Can I ask how old you are and what time it is where you're at writing this crap without you feeling embarrassed and lying?


----------



## Ghost (Sep 5, 2012)

*Seriously*

I'm not convinced that just Rin's death made Obito go evil and wanting to do the Moon's Eye Plan. 

Whoever took care of Obito and trained him (most likely Madara and Zetsu) started to manipulate him like Orochimaru did Sasuke. This was easy if the person knew/found out that Rin died and told Obito etc.


----------



## Untitled (Sep 5, 2012)

Seto Kaiba said:


> The problem isn't that Tobi is Obito in itself, but rather the reasons we've been given on his turn to the 'dark side'. The fact that he is Obito already opens him up to some sort of TNJ, but now that we know Rin's death is at least one of his driving motivations; it just seems so ridiculous in comparison to how far he's gone, and opens him up even moreso to TNJ.
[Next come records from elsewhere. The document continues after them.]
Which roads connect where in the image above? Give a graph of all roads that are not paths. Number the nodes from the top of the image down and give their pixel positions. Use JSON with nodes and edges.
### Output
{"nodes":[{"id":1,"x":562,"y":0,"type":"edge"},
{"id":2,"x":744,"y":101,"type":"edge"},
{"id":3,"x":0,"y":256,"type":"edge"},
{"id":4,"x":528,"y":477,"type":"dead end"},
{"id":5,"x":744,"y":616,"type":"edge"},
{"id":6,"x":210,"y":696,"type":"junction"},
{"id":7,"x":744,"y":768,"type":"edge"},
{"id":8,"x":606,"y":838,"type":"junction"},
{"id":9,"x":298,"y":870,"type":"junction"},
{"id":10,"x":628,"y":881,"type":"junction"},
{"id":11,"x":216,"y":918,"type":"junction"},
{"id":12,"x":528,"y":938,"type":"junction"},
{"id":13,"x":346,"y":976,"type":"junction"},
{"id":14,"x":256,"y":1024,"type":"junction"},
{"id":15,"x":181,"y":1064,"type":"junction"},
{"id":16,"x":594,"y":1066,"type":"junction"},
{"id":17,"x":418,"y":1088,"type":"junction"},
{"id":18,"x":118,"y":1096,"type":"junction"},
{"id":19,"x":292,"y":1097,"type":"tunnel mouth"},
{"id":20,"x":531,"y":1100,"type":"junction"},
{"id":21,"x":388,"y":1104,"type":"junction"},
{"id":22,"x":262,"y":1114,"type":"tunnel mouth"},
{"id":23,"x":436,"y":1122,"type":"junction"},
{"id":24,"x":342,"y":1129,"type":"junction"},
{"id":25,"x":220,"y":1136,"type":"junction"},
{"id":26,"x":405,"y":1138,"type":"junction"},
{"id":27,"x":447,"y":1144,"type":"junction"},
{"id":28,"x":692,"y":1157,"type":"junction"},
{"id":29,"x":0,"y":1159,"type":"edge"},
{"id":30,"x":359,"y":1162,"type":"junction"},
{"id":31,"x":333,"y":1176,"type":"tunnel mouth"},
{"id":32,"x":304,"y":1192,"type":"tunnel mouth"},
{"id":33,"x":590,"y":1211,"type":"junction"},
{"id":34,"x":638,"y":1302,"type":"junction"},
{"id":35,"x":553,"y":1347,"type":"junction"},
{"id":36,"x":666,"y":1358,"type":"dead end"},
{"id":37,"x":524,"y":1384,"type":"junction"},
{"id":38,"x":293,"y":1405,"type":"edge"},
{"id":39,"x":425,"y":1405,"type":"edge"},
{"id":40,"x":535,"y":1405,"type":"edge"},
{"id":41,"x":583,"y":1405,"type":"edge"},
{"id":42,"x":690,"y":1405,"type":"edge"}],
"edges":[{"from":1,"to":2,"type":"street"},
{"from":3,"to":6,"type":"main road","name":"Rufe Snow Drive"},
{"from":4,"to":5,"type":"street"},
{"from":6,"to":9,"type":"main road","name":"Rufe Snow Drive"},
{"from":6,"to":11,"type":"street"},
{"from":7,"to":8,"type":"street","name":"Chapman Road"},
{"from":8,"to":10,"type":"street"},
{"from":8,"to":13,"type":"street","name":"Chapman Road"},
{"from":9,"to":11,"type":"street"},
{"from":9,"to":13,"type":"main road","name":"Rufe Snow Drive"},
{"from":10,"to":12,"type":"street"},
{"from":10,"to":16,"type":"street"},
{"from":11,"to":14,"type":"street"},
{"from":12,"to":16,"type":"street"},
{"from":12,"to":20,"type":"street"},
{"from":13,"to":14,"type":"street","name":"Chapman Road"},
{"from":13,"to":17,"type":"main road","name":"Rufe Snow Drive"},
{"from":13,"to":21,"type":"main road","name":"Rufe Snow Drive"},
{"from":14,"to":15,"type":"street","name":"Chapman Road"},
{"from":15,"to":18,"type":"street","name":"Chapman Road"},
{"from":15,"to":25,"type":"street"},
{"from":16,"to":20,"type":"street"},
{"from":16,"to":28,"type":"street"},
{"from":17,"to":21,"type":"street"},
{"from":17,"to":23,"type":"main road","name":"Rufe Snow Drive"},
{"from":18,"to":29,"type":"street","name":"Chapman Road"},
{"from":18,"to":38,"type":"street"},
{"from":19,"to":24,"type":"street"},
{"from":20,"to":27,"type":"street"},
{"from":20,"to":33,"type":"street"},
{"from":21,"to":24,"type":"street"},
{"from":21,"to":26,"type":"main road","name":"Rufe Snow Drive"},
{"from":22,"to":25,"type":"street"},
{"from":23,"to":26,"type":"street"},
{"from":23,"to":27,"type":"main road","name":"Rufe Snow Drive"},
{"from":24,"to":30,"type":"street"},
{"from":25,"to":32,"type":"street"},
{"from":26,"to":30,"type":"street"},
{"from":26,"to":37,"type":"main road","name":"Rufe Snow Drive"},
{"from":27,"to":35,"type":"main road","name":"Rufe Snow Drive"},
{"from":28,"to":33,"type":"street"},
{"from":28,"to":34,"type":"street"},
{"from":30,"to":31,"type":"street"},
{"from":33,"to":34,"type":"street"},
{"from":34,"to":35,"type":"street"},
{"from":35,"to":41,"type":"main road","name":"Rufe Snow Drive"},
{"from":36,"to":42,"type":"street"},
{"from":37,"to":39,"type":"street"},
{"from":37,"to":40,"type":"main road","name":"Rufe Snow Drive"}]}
Yeah, the members beg to disagree, last chapter it was something like "LOL I DONT CARE WHAT MOTIVE IT IS THIS SHIT SUCKS ITD BE BETTER IF IT WAS TEUCHI LEGIT". Something tells me things aren't just _now_ blowing up because his motive was "revealed".

People who are mad that Tobi's Obito don't really care what the motive is and it's obvious they're not giving any time for actual explanations lol. They'll call it shit no matter what happens.
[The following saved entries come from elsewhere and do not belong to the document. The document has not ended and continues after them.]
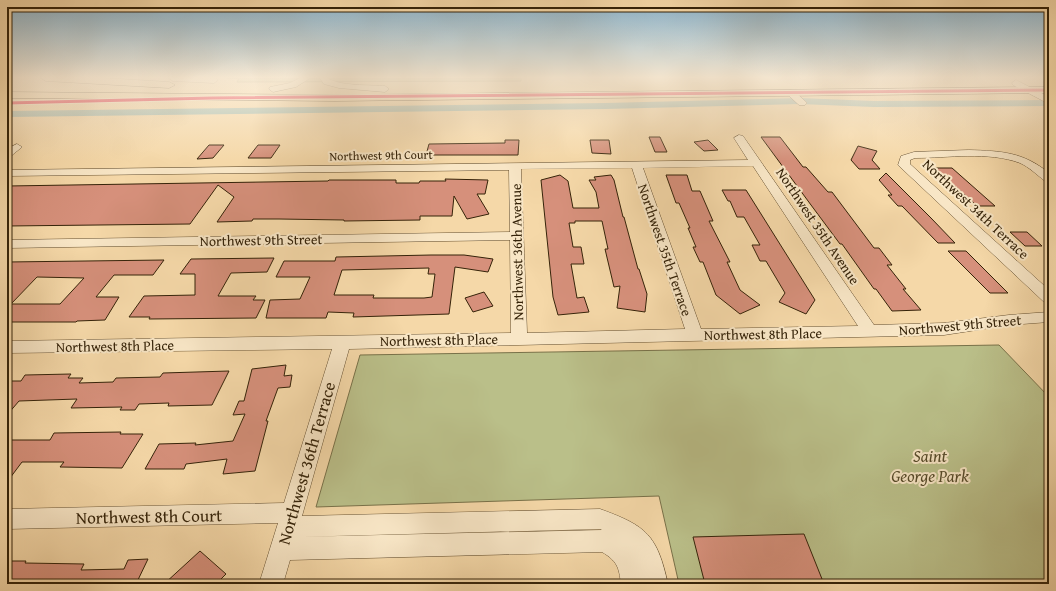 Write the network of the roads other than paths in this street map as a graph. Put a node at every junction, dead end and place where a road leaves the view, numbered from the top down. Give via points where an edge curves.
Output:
1 (739, 138) dead end
2 (17, 147) dead end
3 (7, 154) edge
4 (756, 163) junction
5 (636, 164) junction
6 (515, 166) junction
7 (7, 174) edge
8 (1049, 179) edge
9 (515, 236) junction
10 (7, 244) edge
11 (1049, 298) edge
12 (1049, 317) edge
13 (870, 332) junction
14 (695, 335) junction
15 (518, 338) junction
16 (342, 343) junction
17 (7, 347) edge
18 (7, 519) edge
19 (289, 520) junction
20 (281, 548) junction
21 (271, 584) edge
22 (633, 584) edge
23 (656, 584) edge

1 - 4 street, Northwest 35th Avenue
2 - 3 street
4 - 5 street, Northwest 9th Court
4 - 13 street, Northwest 35th Avenue
5 - 6 street, Northwest 9th Court
5 - 14 street, Northwest 35th Terrace
6 - 7 street, Northwest 9th Court
6 - 9 street, Northwest 36th Avenue
8 - 11 street, Northwest 34th Terrace via 1025,162 991,154 914,155 905,158 904,165
9 - 10 street, Northwest 9th Street
9 - 15 street, Northwest 36th Avenue
12 - 13 street, Northwest 9th Street via 944,329
13 - 14 street, Northwest 8th Place
14 - 15 street, Northwest 8th Place
15 - 16 street, Northwest 8th Place
16 - 17 street, Northwest 8th Place
16 - 19 street, Northwest 36th Terrace
18 - 19 street, Northwest 8th Court
19 - 20 street, Northwest 36th Terrace
19 - 23 street, Northwest 8th Court via 600,519 622,527 639,540 650,558
20 - 21 street, Northwest 36th Terrace
20 - 22 street via 604,541 620,550 629,562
People are jumping to conclusions, by far. It's pretty obvious there's more to it but I guess Kishi isn't allowed to explain. I've also noticed no one ever informed me of anything how it would be any_ less_ shitty writing or storytelling if Tobi was someone else and not Obito? 
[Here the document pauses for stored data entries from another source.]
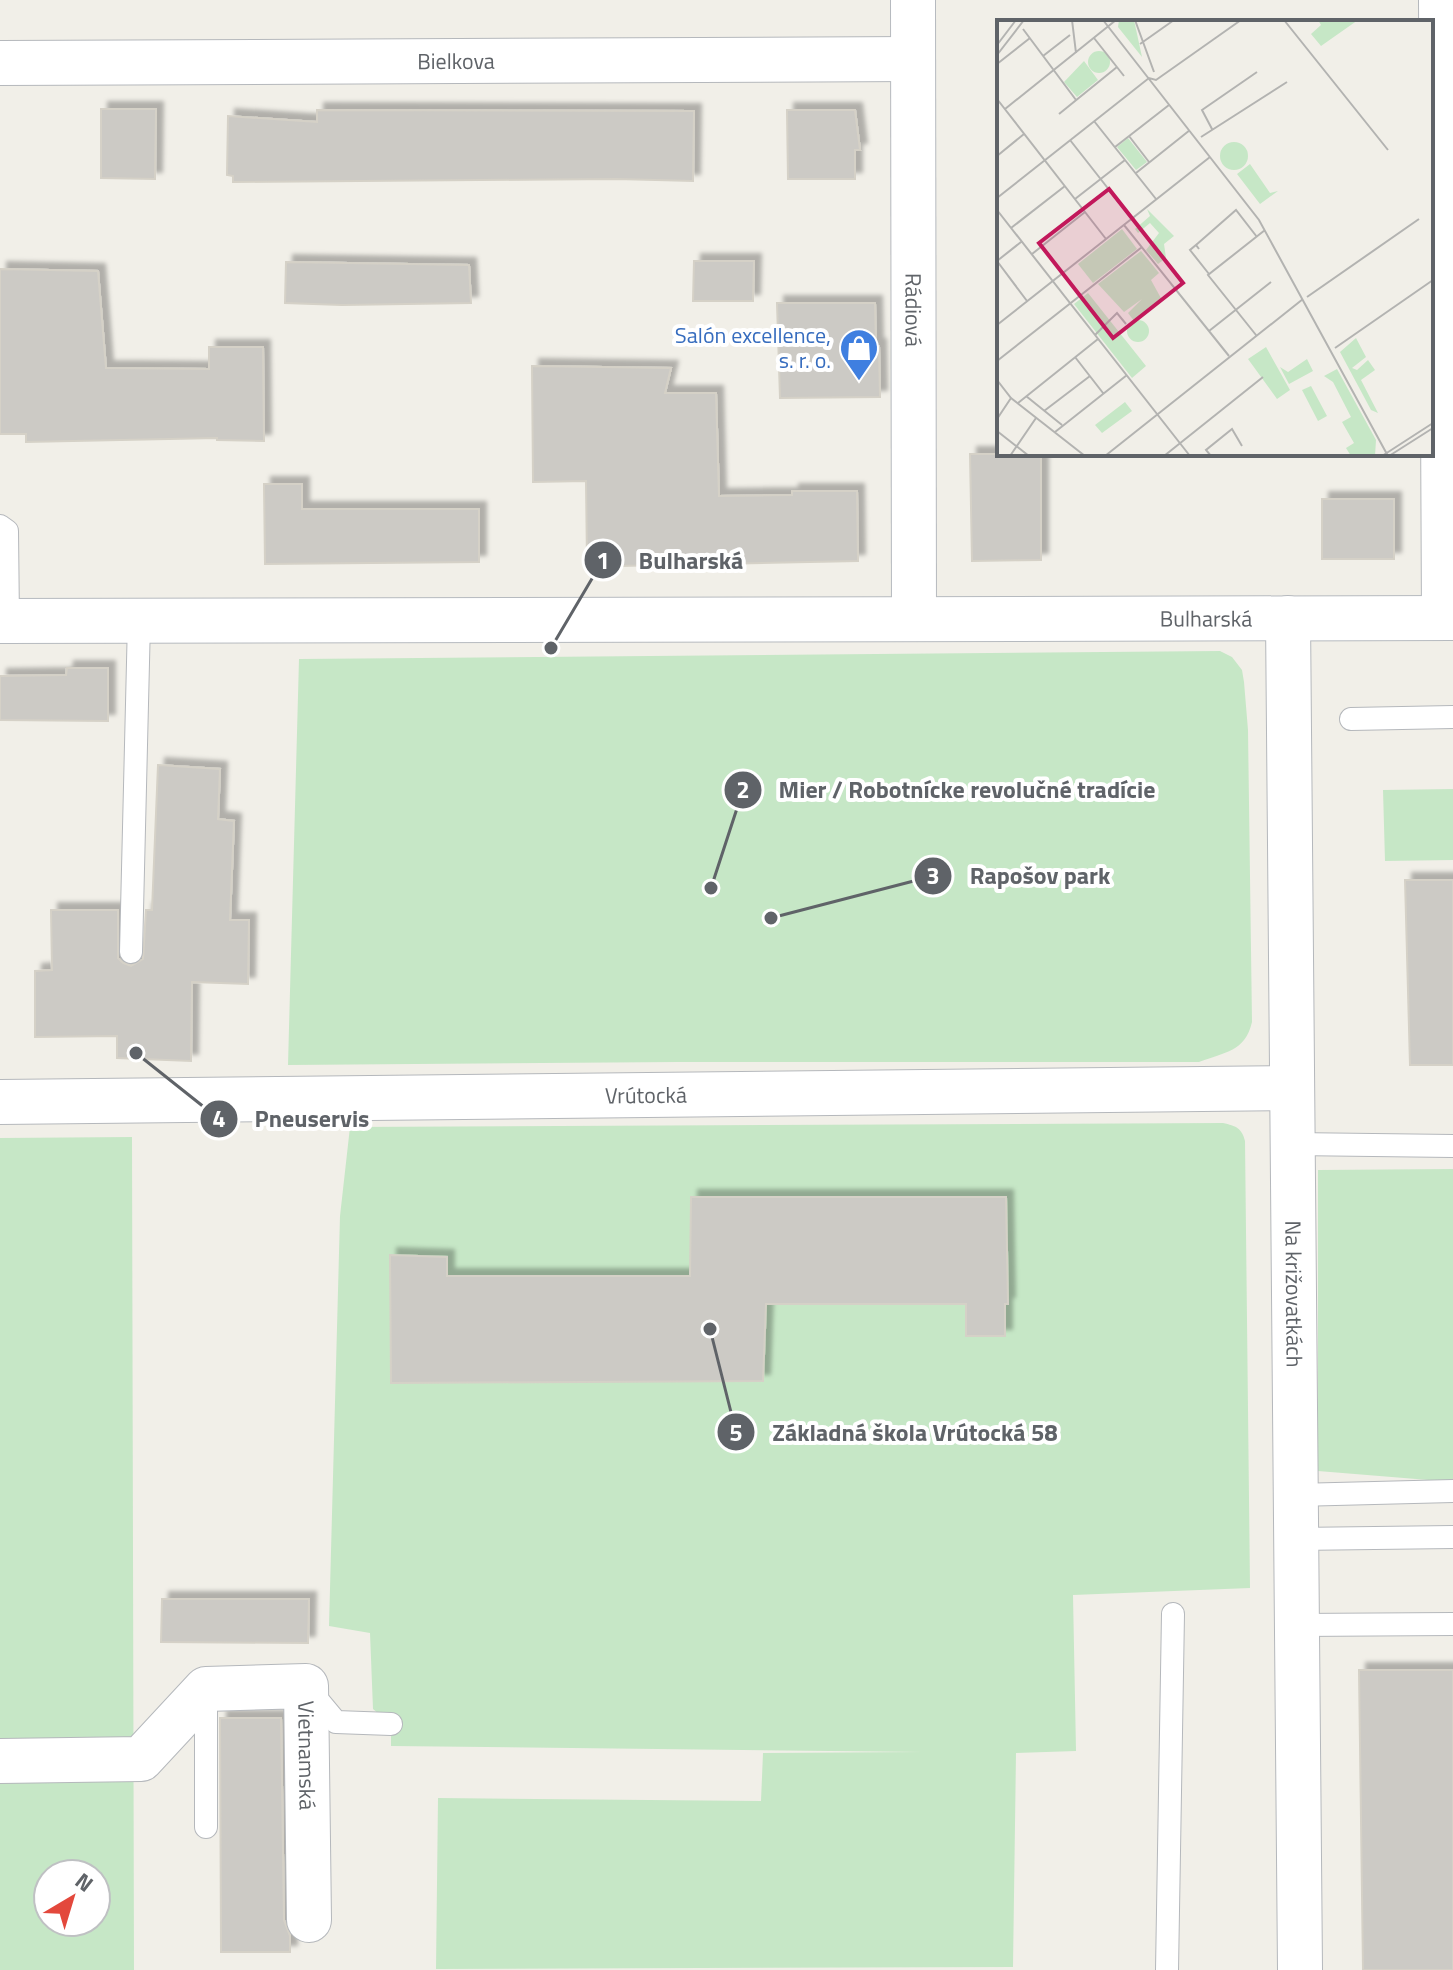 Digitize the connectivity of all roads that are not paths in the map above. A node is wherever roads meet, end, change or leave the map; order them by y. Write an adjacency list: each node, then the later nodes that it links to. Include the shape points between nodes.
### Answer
1 (913, 0): 3 (street, Rádiová)
2 (1441, 0): 7 (street)
3 (913, 59): 4 (street, Bielkova); 8 (street, Rádiová)
4 (0, 63)
5 (0, 526): 9 (lane, via 7,531)
6 (1288, 618): 7 (street, Bulharská); 8 (street, Bulharská); 14 (street, Na križovatkách)
7 (1449, 618)
8 (914, 619): 10 (street, Bulharská)
9 (4, 621): 10 (street, Bulharská)
10 (139, 621): 13 (lane)
11 (1453, 717): 12 (lane)
12 (1351, 719)
13 (131, 952)
14 (1292, 1088): 15 (street, Vrútocká); 16 (street, Na križovatkách)
15 (0, 1102)
16 (1293, 1144): 17 (lane); 19 (street, Na križovatkách)
17 (1453, 1146)
18 (1453, 1491): 19 (lane)
19 (1296, 1495): 21 (street, Na križovatkách)
20 (1453, 1537): 21 (lane)
21 (1296, 1539): 24 (street, Na križovatkách)
22 (1173, 1614): 31 (lane)
23 (1453, 1624): 24 (lane)
24 (1297, 1625): 32 (street, Na križovatkách)
25 (306, 1686): 26 (street, Vietnamská); 27 (lane, via 336,1722); 30 (street, Vietnamská)
26 (206, 1689): 28 (street, via 141,1759); 29 (lane)
27 (391, 1724)
28 (0, 1761)
29 (206, 1827)
30 (309, 1920)
31 (1167, 1970)
32 (1300, 1970)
Other than you know...the fact that they personally wanted it to be someone else and they're angry that he's not who they wanted them to be?

This is also supported by the fact people are legitimately saying "Lol if it was Teuchi I'd be less mad than I am now", I am pretty damn confident that wouldn't be less shitty writing and just proves my point. 

I'm pretty sure most people who actively view these forums recall times where people listed a random ass character and others agreed it'd be better than Obito because they're mad, without me having to point fingers. Yeahhh.


----------



## HolyDemon (Sep 5, 2012)

Seto Kaiba said:


> The first thing an adult learns is that simply bending to peer pressure is idiotic.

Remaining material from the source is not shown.